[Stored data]
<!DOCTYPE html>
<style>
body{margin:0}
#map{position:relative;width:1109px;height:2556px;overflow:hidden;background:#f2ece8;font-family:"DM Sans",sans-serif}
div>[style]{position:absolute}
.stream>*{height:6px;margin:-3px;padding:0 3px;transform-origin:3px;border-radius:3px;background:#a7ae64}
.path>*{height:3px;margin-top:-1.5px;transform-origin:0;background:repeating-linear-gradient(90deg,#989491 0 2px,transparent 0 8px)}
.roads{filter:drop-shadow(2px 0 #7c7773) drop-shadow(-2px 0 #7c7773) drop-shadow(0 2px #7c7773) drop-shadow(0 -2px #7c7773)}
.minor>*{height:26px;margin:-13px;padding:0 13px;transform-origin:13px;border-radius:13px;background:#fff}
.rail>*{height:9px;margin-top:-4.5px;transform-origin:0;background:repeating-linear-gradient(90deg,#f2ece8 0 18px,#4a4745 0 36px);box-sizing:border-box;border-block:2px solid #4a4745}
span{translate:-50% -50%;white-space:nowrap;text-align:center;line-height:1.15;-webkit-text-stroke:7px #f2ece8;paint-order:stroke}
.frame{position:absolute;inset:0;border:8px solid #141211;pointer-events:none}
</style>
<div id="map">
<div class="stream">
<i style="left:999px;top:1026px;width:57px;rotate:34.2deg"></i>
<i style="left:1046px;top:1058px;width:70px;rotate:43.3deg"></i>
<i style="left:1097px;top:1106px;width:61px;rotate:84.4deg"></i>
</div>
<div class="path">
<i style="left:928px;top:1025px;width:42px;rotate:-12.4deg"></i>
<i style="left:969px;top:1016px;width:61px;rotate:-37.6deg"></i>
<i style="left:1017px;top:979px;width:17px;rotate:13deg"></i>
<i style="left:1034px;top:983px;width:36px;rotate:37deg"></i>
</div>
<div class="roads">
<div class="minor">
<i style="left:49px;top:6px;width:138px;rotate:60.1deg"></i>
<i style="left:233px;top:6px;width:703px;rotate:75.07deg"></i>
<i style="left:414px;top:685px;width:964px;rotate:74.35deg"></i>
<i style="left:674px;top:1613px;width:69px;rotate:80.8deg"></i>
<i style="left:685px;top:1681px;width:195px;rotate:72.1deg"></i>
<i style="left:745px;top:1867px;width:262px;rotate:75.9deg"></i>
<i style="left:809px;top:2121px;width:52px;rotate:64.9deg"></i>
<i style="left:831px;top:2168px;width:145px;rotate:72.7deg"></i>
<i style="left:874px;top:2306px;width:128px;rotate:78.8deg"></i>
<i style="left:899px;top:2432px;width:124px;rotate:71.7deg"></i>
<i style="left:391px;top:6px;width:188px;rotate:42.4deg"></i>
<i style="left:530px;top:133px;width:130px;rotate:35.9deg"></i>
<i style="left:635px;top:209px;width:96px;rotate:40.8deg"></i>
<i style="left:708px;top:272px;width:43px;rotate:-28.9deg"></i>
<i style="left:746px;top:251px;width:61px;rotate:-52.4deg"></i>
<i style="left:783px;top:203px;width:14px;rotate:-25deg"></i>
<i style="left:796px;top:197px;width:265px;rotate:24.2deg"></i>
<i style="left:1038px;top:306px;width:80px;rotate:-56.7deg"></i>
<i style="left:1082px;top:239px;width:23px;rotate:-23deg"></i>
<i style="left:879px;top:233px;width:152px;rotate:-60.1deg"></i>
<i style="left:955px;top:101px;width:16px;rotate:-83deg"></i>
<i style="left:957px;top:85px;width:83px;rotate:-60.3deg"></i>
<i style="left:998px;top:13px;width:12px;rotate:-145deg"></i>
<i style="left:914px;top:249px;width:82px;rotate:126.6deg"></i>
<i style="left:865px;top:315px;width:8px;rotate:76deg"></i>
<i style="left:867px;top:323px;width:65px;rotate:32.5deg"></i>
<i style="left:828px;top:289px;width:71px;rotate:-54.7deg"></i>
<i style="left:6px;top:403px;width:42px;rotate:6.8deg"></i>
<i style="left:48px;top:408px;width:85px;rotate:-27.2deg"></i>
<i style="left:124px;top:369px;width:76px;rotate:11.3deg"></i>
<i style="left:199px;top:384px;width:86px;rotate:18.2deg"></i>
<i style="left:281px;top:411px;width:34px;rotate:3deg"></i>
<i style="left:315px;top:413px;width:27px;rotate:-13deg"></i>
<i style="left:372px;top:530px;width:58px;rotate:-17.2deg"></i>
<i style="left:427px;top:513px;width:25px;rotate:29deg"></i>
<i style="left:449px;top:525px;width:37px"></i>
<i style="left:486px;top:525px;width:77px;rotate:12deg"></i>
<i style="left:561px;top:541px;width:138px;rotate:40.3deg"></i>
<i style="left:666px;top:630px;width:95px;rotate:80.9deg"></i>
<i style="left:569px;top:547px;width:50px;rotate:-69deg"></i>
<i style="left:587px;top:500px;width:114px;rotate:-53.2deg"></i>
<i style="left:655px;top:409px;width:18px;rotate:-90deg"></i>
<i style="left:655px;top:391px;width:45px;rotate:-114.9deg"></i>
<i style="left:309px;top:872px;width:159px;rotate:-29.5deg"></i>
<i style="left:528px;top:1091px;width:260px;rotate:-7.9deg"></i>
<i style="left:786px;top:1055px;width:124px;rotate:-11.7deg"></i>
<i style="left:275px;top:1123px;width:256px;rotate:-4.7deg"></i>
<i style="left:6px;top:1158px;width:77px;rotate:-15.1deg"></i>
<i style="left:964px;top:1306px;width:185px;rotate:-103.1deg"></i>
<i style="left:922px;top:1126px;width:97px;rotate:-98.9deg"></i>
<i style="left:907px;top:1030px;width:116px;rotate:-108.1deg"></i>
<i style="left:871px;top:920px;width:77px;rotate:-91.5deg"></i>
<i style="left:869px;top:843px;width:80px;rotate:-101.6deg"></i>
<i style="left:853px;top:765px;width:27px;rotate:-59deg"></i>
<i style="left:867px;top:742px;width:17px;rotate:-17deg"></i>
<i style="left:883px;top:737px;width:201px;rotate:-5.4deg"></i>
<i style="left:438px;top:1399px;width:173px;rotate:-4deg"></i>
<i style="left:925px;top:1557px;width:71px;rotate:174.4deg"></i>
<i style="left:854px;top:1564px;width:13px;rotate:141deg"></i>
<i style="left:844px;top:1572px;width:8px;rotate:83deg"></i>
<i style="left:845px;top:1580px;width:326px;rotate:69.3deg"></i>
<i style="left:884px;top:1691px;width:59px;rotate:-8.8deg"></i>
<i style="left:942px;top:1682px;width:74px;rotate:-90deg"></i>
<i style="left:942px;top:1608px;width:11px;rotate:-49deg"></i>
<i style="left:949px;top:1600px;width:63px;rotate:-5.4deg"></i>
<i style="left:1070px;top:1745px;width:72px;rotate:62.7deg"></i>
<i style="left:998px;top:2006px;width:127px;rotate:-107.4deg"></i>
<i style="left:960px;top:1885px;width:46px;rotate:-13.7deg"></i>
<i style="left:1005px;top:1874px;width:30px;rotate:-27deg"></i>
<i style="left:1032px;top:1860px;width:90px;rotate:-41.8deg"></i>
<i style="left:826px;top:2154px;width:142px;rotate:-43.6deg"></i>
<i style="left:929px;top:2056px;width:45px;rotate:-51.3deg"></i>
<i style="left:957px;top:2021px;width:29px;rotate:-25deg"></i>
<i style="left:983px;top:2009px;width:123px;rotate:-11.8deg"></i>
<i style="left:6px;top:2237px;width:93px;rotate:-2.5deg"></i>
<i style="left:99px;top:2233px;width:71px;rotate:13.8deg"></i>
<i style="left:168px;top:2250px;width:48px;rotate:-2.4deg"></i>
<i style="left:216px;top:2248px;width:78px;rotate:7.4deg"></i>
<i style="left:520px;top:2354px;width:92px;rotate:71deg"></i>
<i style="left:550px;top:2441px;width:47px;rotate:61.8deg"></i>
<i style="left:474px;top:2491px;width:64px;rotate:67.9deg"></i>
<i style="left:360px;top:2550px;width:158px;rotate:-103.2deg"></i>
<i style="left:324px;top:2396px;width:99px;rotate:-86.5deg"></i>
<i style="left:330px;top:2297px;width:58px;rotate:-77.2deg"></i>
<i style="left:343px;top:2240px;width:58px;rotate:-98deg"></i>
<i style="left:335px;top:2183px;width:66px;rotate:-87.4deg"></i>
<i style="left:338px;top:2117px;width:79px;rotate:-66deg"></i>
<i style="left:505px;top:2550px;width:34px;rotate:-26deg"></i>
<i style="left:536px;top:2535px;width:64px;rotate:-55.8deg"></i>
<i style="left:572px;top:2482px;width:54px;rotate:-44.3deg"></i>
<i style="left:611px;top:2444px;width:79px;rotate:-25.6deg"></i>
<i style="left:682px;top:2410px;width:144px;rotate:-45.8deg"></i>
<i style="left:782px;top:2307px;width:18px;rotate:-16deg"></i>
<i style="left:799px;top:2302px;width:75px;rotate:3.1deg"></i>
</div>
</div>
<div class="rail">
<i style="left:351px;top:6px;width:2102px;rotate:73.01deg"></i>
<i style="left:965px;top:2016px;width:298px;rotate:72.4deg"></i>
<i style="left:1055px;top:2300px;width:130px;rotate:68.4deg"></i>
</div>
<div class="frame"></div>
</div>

# PROBLEM REQUIREMENTS
What is needed is an exact copy of the entries above, from the first line through the line holding "0 #7c7773) drop-shadow(-2px", with both of those lines kept; please give nothing else.

# TASK RESULT
<!DOCTYPE html>
<style>
body{margin:0}
#map{position:relative;width:1109px;height:2556px;overflow:hidden;background:#f2ece8;font-family:"DM Sans",sans-serif}
div>[style]{position:absolute}
.stream>*{height:6px;margin:-3px;padding:0 3px;transform-origin:3px;border-radius:3px;background:#a7ae64}
.path>*{height:3px;margin-top:-1.5px;transform-origin:0;background:repeating-linear-gradient(90deg,#989491 0 2px,transparent 0 8px)}
.roads{filter:drop-shadow(2px 0 #7c7773) drop-shadow(-2px 0 #7c7773) drop-shadow(0 2px #7c7773) drop-shadow(0 -2px #7c7773)}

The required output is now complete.